Task goal: Each line of the entries below that includes "this" belongs in your answer.

Data supplied:
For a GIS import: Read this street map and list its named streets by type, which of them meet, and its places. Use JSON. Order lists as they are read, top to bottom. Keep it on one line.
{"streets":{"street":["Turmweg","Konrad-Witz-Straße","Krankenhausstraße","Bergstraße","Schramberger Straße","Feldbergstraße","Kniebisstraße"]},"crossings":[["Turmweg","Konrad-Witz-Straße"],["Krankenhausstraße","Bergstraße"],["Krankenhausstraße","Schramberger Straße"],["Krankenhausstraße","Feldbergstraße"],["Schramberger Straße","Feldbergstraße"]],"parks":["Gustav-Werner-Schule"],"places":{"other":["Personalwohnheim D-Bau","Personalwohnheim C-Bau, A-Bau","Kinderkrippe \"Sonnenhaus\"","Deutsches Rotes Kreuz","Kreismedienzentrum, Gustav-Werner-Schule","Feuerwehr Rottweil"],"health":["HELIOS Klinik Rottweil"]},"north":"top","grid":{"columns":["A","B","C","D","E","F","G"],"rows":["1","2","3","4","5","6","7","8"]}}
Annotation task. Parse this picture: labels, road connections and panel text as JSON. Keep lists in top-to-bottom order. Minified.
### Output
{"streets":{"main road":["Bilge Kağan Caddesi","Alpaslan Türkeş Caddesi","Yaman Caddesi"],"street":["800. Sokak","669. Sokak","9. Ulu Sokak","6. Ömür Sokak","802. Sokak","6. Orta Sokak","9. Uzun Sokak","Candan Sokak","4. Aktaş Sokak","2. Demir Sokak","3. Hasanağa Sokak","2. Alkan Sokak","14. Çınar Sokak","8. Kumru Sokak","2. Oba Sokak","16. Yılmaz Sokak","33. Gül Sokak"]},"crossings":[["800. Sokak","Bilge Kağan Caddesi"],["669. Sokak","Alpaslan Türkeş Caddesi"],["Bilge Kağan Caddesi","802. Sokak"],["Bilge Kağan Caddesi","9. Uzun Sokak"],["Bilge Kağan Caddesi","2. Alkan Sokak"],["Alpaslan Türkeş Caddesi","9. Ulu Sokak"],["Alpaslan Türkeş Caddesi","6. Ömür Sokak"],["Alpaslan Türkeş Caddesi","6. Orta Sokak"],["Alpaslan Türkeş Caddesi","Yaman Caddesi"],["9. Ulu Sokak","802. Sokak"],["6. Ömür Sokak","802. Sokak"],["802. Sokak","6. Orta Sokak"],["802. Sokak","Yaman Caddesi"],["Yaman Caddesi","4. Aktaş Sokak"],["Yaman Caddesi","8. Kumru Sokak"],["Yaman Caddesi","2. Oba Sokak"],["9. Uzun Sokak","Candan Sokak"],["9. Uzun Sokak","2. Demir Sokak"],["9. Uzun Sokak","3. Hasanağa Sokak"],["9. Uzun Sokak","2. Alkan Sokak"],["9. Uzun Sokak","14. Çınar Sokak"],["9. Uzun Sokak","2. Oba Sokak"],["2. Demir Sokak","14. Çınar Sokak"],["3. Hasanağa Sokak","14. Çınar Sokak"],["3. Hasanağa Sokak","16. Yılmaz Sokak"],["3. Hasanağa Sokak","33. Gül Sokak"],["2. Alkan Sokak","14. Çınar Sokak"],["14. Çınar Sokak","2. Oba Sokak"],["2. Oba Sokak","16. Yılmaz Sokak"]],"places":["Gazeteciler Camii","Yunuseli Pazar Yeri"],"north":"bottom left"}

Problem solution:
For a GIS import: Read this street map and list its named streets by type, which of them meet, and its places. Use JSON. Order lists as they are read, top to bottom. Keep it on one line.
Annotation task. Parse this picture: labels, road connections and panel text as JSON. Keep lists in top-to-bottom order. Minified.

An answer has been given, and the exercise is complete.